British Newspapers Completely Missed The Point Of A “Free The Nipple Protest”

‘Tis the season of the Free the Nipple protest, with temperatures on the rise and archaic cultural norms that enable only males to roam the streets topless without social and legal repercussions. To support the movement and fight the sexist societal standards, public nudity laws, and social media policies that either discourage or outright ban female but not male nipples, women around the world have staged topless protests with the purpose of calling attention to an everyday double standard and demonstrating autonomy over their own bodies. But as is so often the case in patriarchal society, women who dare to declare that no, their bodies aren’t just sex objects, continue to be treated precisely as sex objects. Case in point: the media’s reaction to the Free the Nipple protest at Brighton Beach in England.

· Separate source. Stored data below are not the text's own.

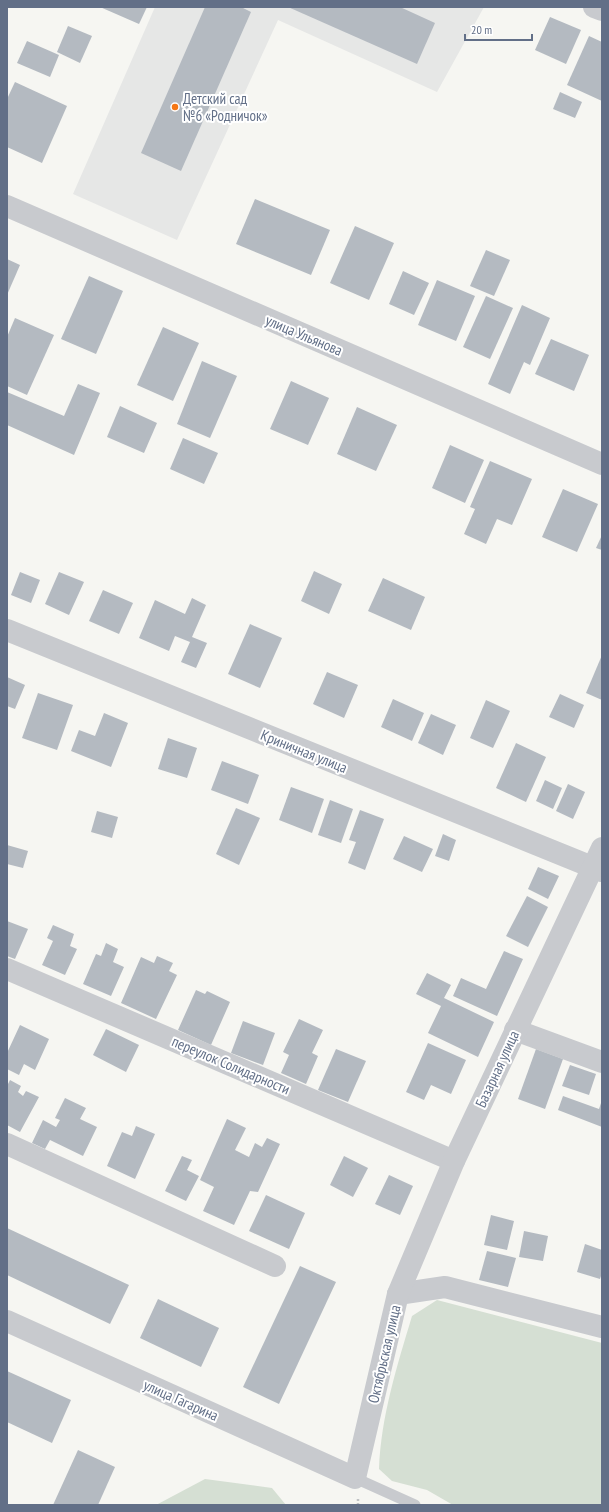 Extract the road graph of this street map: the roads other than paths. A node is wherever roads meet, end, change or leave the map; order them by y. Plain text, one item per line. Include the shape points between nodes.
1 (594, 7) edge
2 (602, 10) edge
3 (7, 206) edge
4 (602, 464) edge
5 (7, 630) edge
6 (602, 848) edge
7 (598, 869) edge
8 (7, 969) edge
9 (515, 1030) junction
10 (602, 1062) edge
11 (7, 1144) edge
12 (454, 1161) junction
13 (275, 1266) dead end
14 (398, 1294) junction
15 (7, 1321) edge
16 (602, 1327) edge
17 (355, 1478) junction
18 (415, 1505) edge

1 - 2 street
3 - 4 street, улица Ульянова
5 - 7 street, Криничная улица
6 - 7 street, Базарная улица
7 - 9 street, Базарная улица
8 - 12 street, переулок Солидарности
9 - 10 street
9 - 12 street, Базарная улица
11 - 13 street
12 - 14 street, Базарная улица
14 - 16 street, Октябрьская улица via 445,1287
14 - 17 street, Октябрьская улица
15 - 17 street, улица Гагарина
17 - 18 lane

Hundreds of women assembled topless on Brighton Beach earlier this month for the protest organized by comedian Samantha Pressdee, whose shows regularly address nudity and sexuality according to The Daily Mail. Many women had  feminist taglines such as “Not Asking For It,” “Stop Sexualizing Us,” and “Equality” written across their chests. Still, British newspapers opted to sexualize and trivialize the protest with crass headlines and commentary rather than acknowledge its political implications.

The Daily Star ran an article on the event headlined, “Topless women flash boobs on British beach for ‘Free the Nipple’ protest,” with the subtitle, “HUNDREDS of girls stripped off in public in a bid to make breasts more acceptable.” Even in the context of women literally demanding that society cease to hypersexualize their bodies, it will apparently respond by doing just that, and reducing a powerful political statement about gender and hypocrisy to a childish, negative portrayal of brave and opinionated women as strippers.

It’s also worth noting how the headline casts female nipples as profane body parts to be scandalously “flashed” — I strongly doubt handfuls of men congregating topless on a beach would be accused of flashing the public. I also strongly doubt this would receive coverage at all considering men bearing their nipples is pretty much the most everyday, mundane phenomenon out there.

The Sunday Express took things a step further with a gross, slut-shaming headline that identified the movement as counterproductive to feminism: “Nude Brighton: As sun comes out 200 women get boobs out to strike blow for feminism” and the outraged subtitle, “FAMILIES taking a leisurely stroll along the seafront were shocked after hundreds of topless women stormed the beach as part of a bizarre ‘free the nipple’ campaign.”


Not only did it completely ignore the double standard being called out by protesters in portraying female nipples as nudity, but it also served as just another example of how rigid, dated standards for “family values” consistently work against women. By teaching children that female nipples are perverted and to be seen exclusively in sexual, intimate contexts while the sight of male nipples is no big deal, we’re teaching them that women aren’t entitled to make the same lifestyle choices as men and don’t deserve the same respect and acceptance society accords men.

It’s worth noting that, as Indy 100 points out, neither outlet is “exactly salubrious about boobs on certain other pages,” and boobs only become something to gawk at and criticize when placed in the context of women expressing an opinion. Most lawmakers who have pushed for stricter public nudity laws in recent months don’t have any objections when it comes to adult entertainment, pornography, or any other context meant to cater to the male gaze. The taboo here clearly isn’t female nipples but women having the right to make choices about their bodies.

At any rate, this is hardly the first time Free the Nipple has been cast as counterproductive to feminism by overlooking more immediately concerning issues like sexual assault, the wage gap, or abortion rights. But feminism is all about supporting women’s autonomy over their bodies and the right to make their own lifestyle choices, as well as stomping the idea that women who dress (or don’t dress) and behave in a certain way are “asking for it” (whether “it” is harassment or sexual assault), which Free the Nipple protesters at Brighton were explicitly bringing attention to.

CREDIT: Barcroft Media/Getty Images

“There wasn’t any negativity or aggression, all we got was a lot of smiles and a lot of support and cheering … I joined the campaign to challenge the way women’s breasts were perceived,” Pressdee told The Daily Mail of the protest. “Breasts have been sexualized and the point of this campaign is that they don’t have to [be] sexual.”

And indeed, female nipples don’t have to be sexual, but they don’t have to be flaunted, either. The whole point of the movement is that, just as it’s up to men to show what they please from the waist up without consequences, it should also be up to women.